Government unveils new package for disabled children
The government has unveiled a range of measures designed to improve services for disabled children and teenagers.The measures are part of its Aiming High for Disabled Children strategy.
The package includes advice for schools to tackle the bullying of disabled children, a new body to help local authorities and primary care trusts provide short breaks for families with disabled children, a new “core offer” which outlines the service provision families can expect from local authorities and primary care trusts, and a £35 million series of pilot projects to enhance childcare for disabled children.

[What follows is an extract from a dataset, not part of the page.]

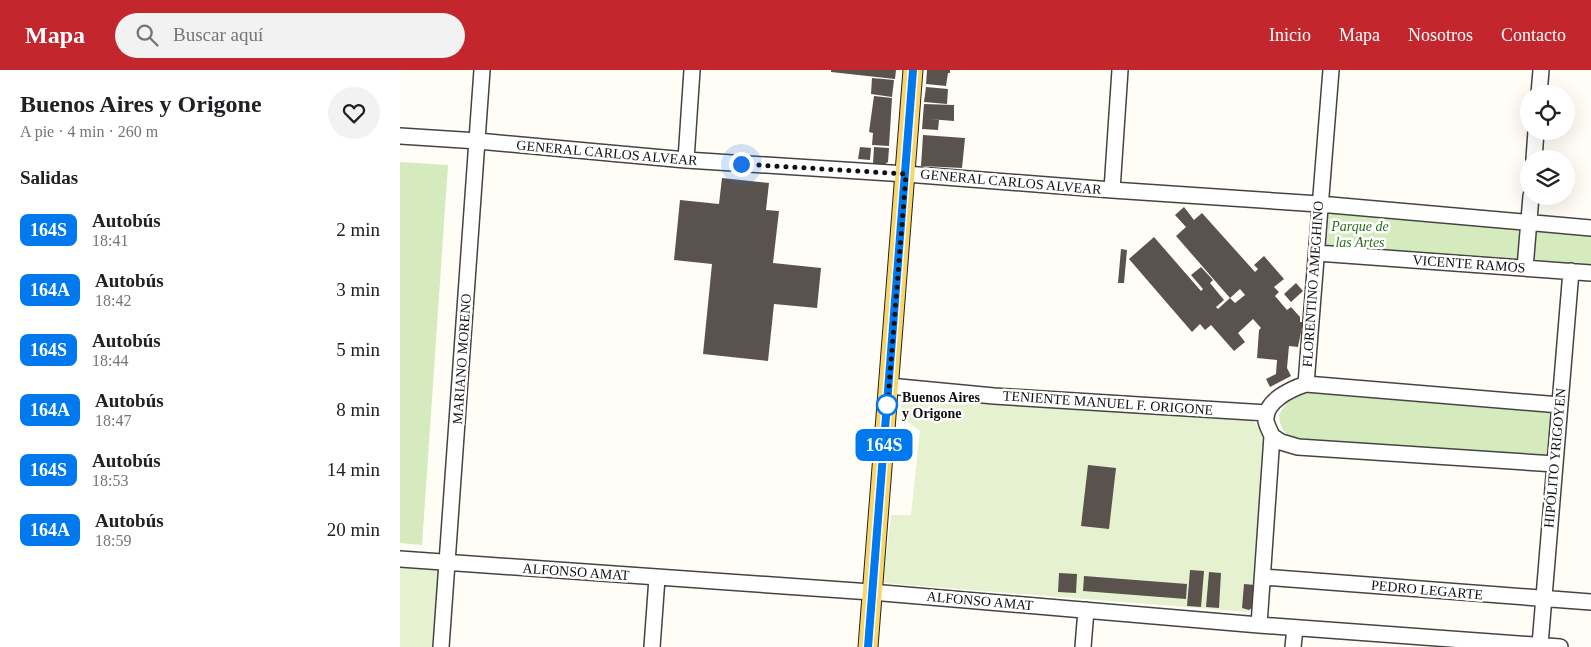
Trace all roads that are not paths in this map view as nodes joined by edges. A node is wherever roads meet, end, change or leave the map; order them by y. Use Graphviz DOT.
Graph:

Children, schools and families secretary Ed Balls said: "Bullying children with special educational needs and disabilities has to be the cruellest expression of cowardice. Singling out a child because they are different is unacceptable and wrong. We all need to look beyond the disability and see the young person."He also acknowledged that “many parents of disabled children feel that the support they need hasn’t always been there”.

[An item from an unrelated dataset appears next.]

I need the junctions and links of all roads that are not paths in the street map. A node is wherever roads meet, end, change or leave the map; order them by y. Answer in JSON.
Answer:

Commenting on the childcare pilot project, children's minister Beverley Hughes said that ensuring parents of disabled children have access to good, high quality childcare was a key part of the government's work on social justice, as it lifts children and their families out of poverty, and gives disabled children equal opportunities.
Steve Broach, campaign manager at Every Disabled Child Matters, welcomed the package of support.But he said services for disabled children were falling short in some areas of the country. He said: "Aiming High for Disabled Children must bring an end to the postcode lottery. It should not be too much to ask that families with disabled children, wherever they live, should have the same right to an ordinary family life as other families."